What Is Pyloric Stenosis?

Pyloric stenosis is the narrowing of part of the stomach (the pylorus) that leads into the small intestines. This narrowing occurs because the muscle around the pylorus has grown too large. Most babies with pyloric stenosis begin to vomit during the second to third week of life. Babies begin with "spitting up" that turns into forceful projectile vomiting. The vomiting occurs after feeding. Sometimes, in formula-fed infants, different kinds of formula are tried without any change noted.

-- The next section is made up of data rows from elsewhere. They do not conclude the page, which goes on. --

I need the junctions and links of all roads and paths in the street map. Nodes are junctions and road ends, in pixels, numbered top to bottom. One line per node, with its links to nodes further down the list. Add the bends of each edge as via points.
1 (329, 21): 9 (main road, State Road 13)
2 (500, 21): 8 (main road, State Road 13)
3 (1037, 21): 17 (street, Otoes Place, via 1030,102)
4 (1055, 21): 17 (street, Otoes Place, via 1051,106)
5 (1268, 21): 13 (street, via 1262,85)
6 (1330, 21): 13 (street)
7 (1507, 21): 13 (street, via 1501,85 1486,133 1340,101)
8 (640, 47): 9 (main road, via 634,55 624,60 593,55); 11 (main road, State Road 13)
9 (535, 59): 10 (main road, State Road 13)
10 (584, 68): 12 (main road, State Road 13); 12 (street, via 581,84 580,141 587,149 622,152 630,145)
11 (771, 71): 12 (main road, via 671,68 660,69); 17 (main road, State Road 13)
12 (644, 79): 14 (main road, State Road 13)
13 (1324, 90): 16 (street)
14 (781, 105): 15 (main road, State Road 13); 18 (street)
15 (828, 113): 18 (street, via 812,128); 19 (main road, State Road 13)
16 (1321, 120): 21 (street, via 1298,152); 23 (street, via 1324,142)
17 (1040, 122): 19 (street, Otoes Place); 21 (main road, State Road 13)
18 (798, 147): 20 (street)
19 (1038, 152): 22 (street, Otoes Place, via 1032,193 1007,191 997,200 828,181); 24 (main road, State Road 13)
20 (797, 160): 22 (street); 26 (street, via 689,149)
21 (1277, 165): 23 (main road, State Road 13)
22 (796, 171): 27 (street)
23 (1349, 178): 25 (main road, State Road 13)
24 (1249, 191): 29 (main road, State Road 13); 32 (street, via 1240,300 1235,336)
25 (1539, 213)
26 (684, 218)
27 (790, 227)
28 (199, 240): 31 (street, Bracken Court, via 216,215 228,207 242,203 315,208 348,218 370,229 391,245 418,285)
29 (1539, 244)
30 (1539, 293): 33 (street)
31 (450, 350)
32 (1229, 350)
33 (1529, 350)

How is pyloric stenosis diagnosed?

The diagnosis of pyloric stenosis is made when an infant has a history of progressive forceful vomiting. The pyloric valve (opening at the bottom of the stomach that regulates the stomach emptying) becomes bigger over time and blocks the stomach from emptying. The baby begins to lose weight, and may become dehydrated. Dehydrated means the baby is not keeping enough fluid in his body. The baby may show signs of being sleepy or not be as active as usual. The baby may not have had a wet diaper in several hours and the soft spot on the top of his head may be sunken.

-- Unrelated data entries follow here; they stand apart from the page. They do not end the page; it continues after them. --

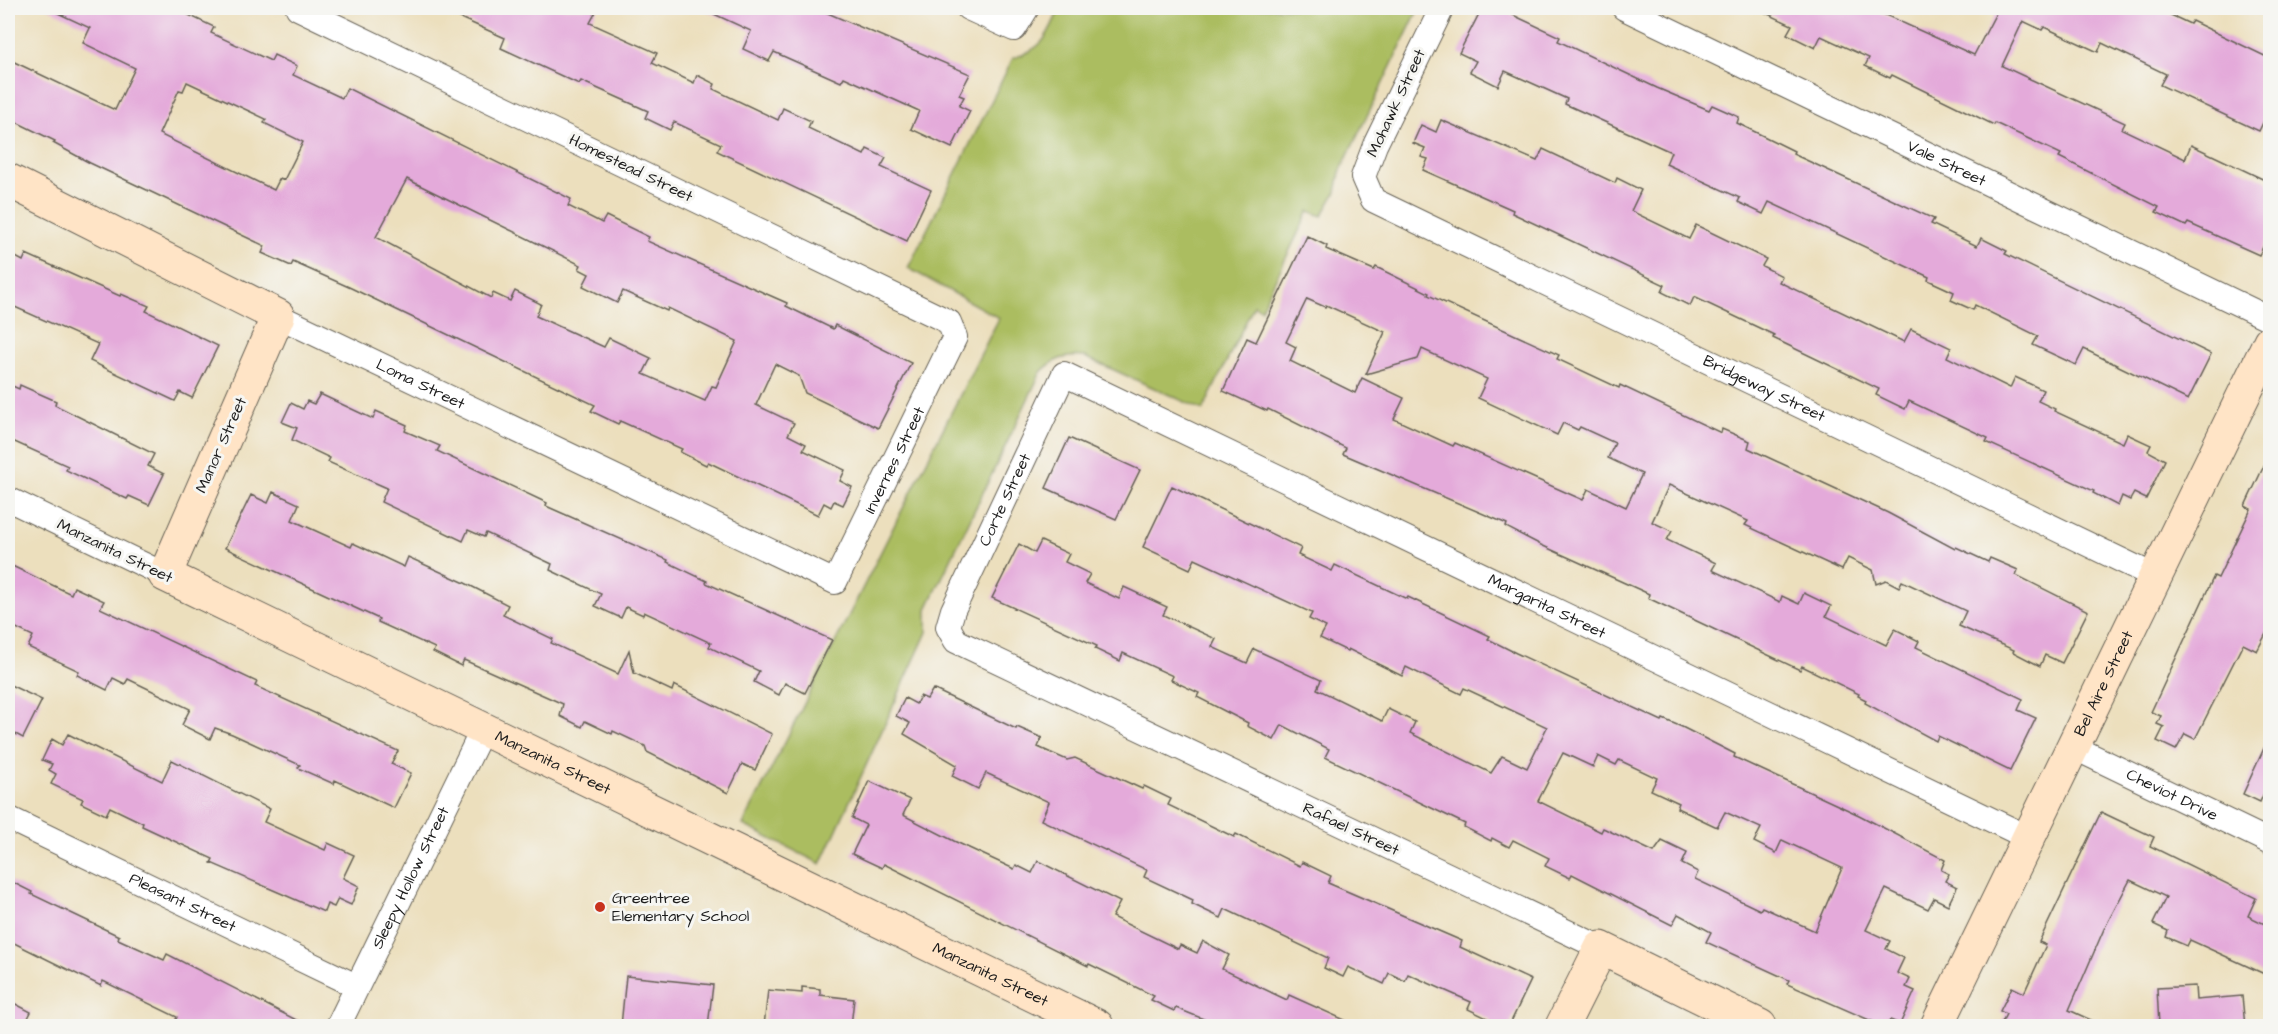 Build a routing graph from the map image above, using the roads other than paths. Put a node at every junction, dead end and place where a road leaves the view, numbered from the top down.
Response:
1 (298, 8) edge
2 (968, 8) edge
3 (1027, 8) edge
4 (1442, 8) edge
5 (1624, 8) edge
6 (8, 180) edge
7 (1373, 200) joint
8 (278, 316) junction
9 (2271, 319) edge
10 (955, 337) joint
11 (2271, 341) edge
12 (1064, 374) joint
13 (8, 499) edge
14 (165, 575) junction
15 (2156, 578) junction
16 (836, 582) joint
17 (948, 627) joint
18 (483, 729) junction
19 (2073, 747) junction
20 (8, 818) edge
21 (2030, 838) junction
22 (2271, 842) edge
23 (1601, 948) junction
24 (356, 987) junction
25 (1080, 1023) edge
26 (338, 1026) edge
27 (1562, 1026) edge
28 (1760, 1026) edge
29 (1937, 1026) edge

1 - 10 street, Homestead Street
2 - 3 street
4 - 7 street, Mohawk Street
5 - 9 street, Vale Street
6 - 8 street, Loma Street
7 - 15 street, Bridgeway Street
8 - 14 street, Manor Street
8 - 16 street, Loma Street
10 - 16 street, Invernes Street
11 - 15 street, Bel Aire Street
12 - 17 street, Corte Street
12 - 21 street, Margarita Street
13 - 14 street, Manzanita Street
14 - 18 street, Manzanita Street
15 - 19 street, Bel Aire Street
17 - 23 street, Rafael Street
18 - 24 street, Sleepy Hollow Street
18 - 25 street, Manzanita Street
19 - 21 street, Bel Aire Street
19 - 22 street, Cheviot Drive
20 - 24 street, Pleasant Street
21 - 29 street, Bel Aire Street
23 - 27 street
23 - 28 street, Rafael Street
24 - 26 street, Sleepy Hollow Street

A physical exam by the doctor sometimes shows an enlarged pyloric valve. You may hear the doctor say that it feels like an olive because that’s the way it feels in shape and firmness. Sometimes it is hard to examine the baby if he has a stomach full of breast milk/formula or air and it is necessary to place a small nasogastric (NG) tube. The NG tube is a small plastic tube that goes through the infant’s nose or mouth into their stomach. It helps the stomach empty by draining air or anything else that may be in it.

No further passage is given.